Locate the string "Oktyabrskaya" in the records below. Copy every line where it occurs.

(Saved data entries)
--

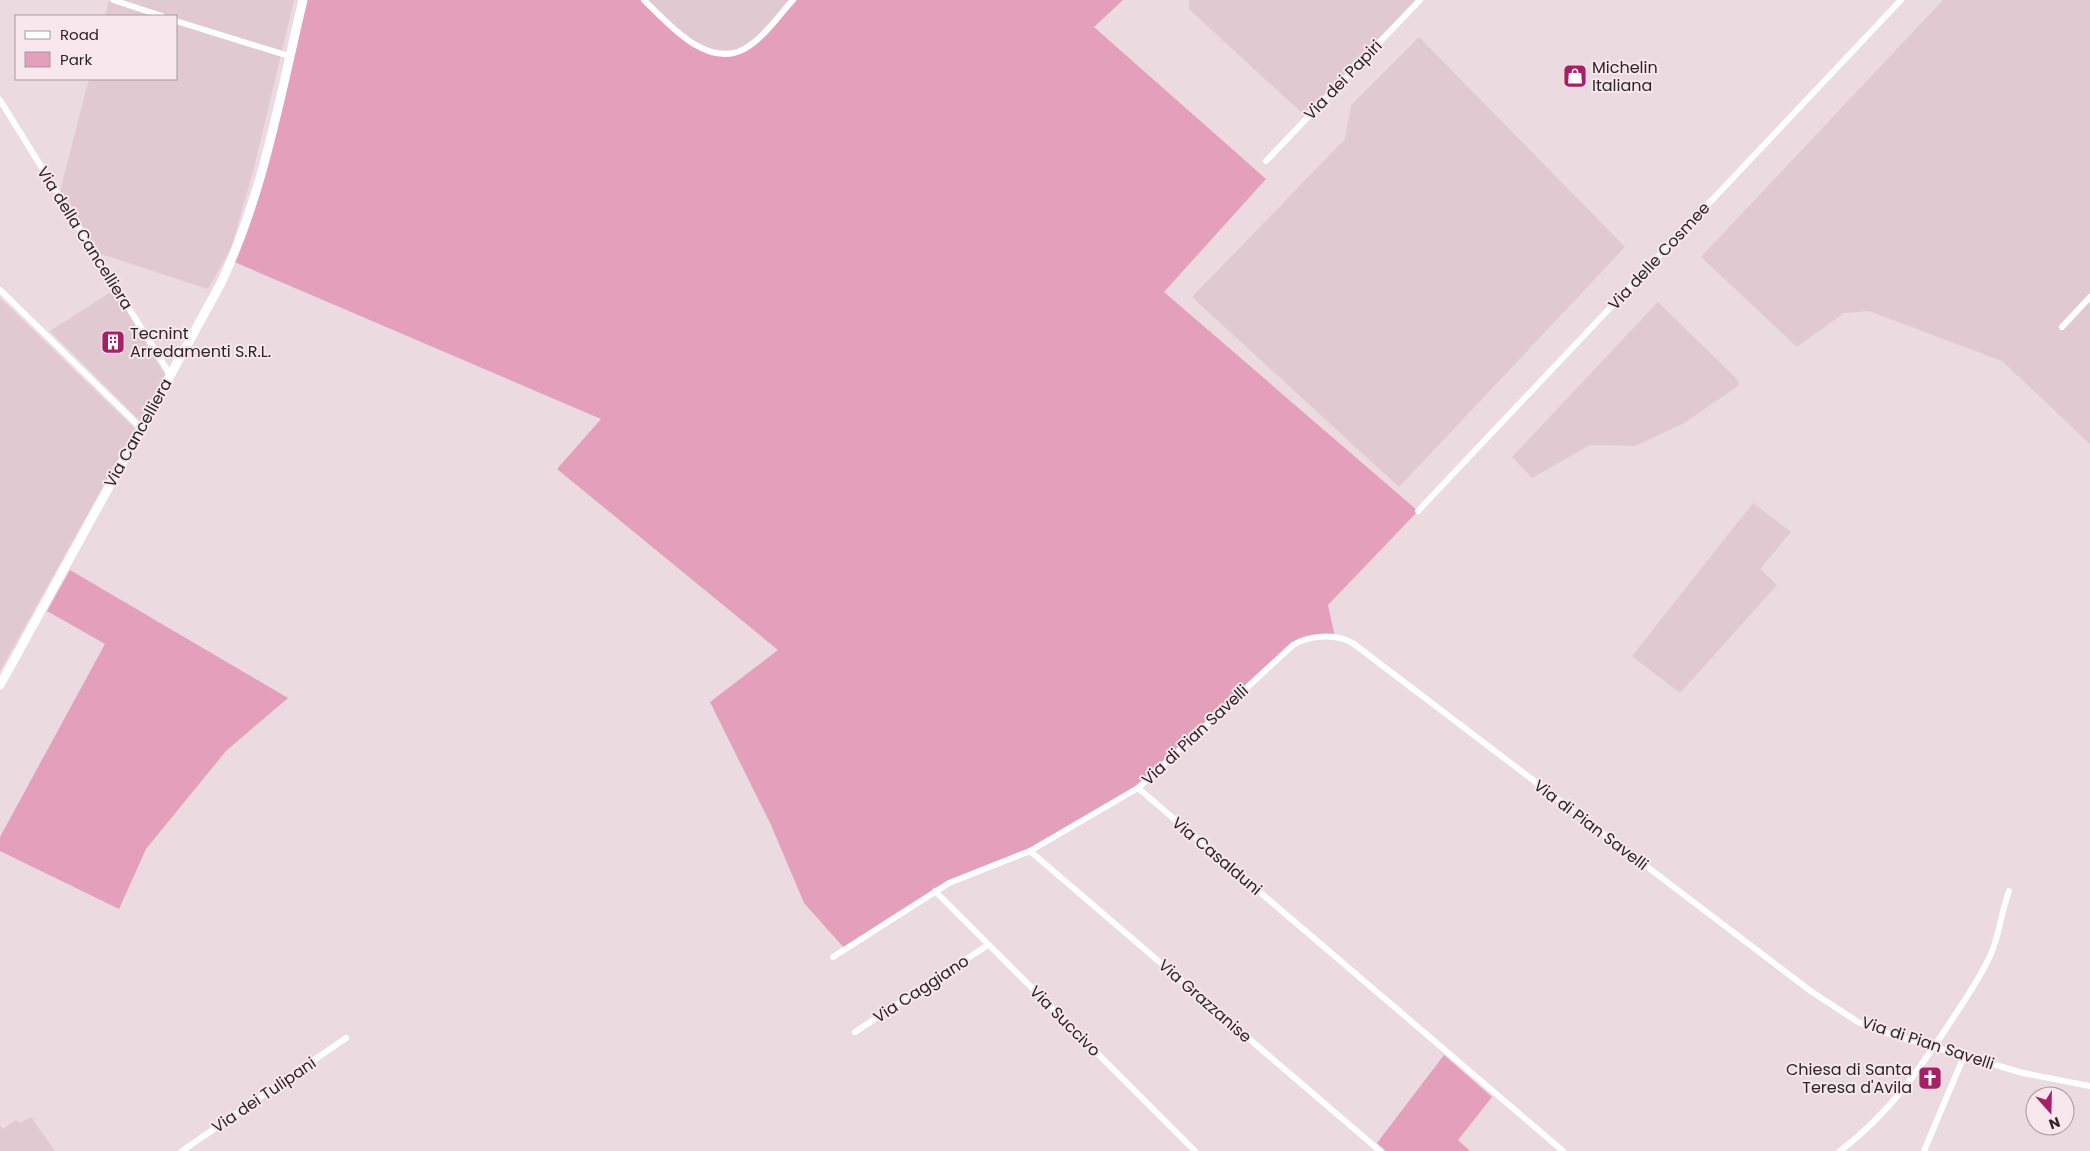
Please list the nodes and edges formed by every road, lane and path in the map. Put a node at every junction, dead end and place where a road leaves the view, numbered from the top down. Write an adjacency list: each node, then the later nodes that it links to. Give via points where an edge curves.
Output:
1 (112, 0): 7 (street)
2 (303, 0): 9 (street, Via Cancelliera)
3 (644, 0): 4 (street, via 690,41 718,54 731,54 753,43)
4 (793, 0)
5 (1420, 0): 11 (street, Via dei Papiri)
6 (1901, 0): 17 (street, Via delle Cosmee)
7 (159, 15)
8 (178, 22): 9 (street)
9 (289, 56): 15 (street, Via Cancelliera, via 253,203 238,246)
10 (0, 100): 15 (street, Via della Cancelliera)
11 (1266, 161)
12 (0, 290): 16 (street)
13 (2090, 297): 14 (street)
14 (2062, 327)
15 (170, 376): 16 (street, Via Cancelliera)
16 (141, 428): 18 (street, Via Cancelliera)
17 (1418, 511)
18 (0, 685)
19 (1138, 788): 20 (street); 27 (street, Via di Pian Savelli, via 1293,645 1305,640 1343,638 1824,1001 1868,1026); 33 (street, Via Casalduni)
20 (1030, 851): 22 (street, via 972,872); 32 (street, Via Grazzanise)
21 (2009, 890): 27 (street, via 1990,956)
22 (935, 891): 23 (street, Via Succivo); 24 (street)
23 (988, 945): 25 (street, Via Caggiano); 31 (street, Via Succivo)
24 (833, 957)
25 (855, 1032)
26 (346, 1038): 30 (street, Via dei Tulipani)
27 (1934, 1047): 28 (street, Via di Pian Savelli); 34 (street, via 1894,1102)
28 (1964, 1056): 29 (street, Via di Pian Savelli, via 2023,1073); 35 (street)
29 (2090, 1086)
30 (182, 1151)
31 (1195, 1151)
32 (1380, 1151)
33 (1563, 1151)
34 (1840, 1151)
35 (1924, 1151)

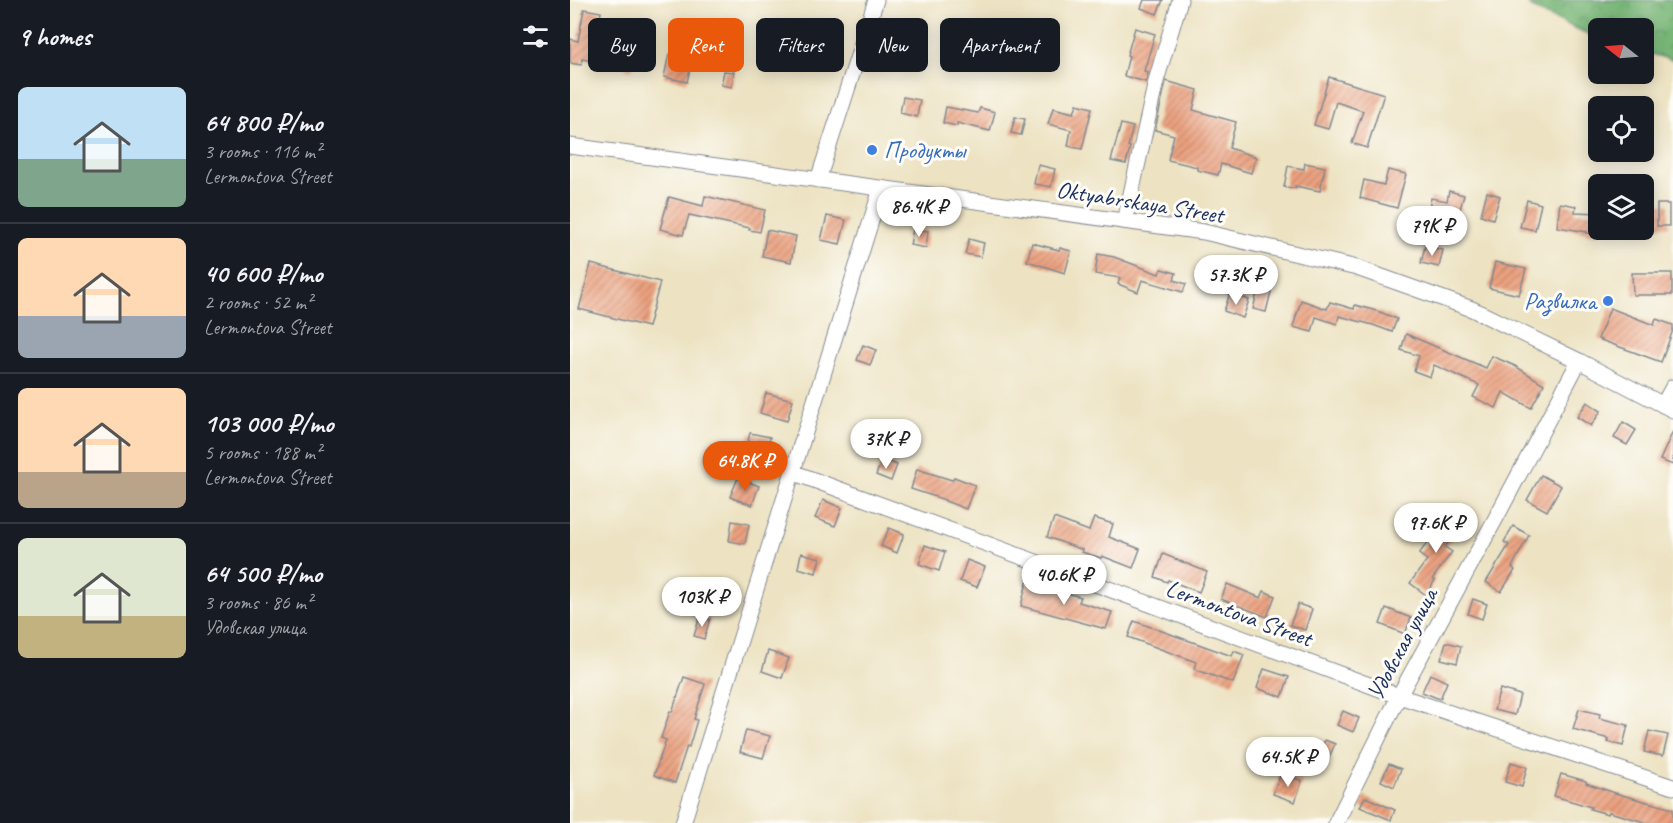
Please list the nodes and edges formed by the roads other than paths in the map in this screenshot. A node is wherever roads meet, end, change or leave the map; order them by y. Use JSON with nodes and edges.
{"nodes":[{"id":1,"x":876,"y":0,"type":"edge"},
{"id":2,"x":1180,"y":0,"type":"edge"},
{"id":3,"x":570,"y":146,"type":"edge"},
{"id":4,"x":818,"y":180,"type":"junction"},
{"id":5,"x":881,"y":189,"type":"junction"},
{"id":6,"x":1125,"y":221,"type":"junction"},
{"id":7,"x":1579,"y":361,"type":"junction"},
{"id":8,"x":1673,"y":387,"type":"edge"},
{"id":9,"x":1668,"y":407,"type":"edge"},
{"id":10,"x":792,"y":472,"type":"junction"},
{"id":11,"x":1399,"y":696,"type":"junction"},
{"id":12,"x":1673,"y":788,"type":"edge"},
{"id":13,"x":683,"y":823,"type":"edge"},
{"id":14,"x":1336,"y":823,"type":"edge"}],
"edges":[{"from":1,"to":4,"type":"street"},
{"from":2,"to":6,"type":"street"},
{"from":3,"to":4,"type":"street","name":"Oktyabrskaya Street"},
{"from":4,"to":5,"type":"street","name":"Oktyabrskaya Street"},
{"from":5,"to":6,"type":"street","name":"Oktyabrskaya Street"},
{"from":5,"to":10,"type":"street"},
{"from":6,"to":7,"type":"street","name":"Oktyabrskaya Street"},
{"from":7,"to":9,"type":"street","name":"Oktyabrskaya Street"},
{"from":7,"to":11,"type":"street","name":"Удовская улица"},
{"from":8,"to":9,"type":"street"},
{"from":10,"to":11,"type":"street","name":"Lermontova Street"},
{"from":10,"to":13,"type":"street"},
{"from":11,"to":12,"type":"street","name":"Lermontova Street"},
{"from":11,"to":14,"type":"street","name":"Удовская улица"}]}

--

_ANSWER SPACE_.
{"from":3,"to":4,"type":"street","name":"Oktyabrskaya Street"},
{"from":4,"to":5,"type":"street","name":"Oktyabrskaya Street"},
{"from":5,"to":6,"type":"street","name":"Oktyabrskaya Street"},
{"from":6,"to":7,"type":"street","name":"Oktyabrskaya Street"},
{"from":7,"to":9,"type":"street","name":"Oktyabrskaya Street"},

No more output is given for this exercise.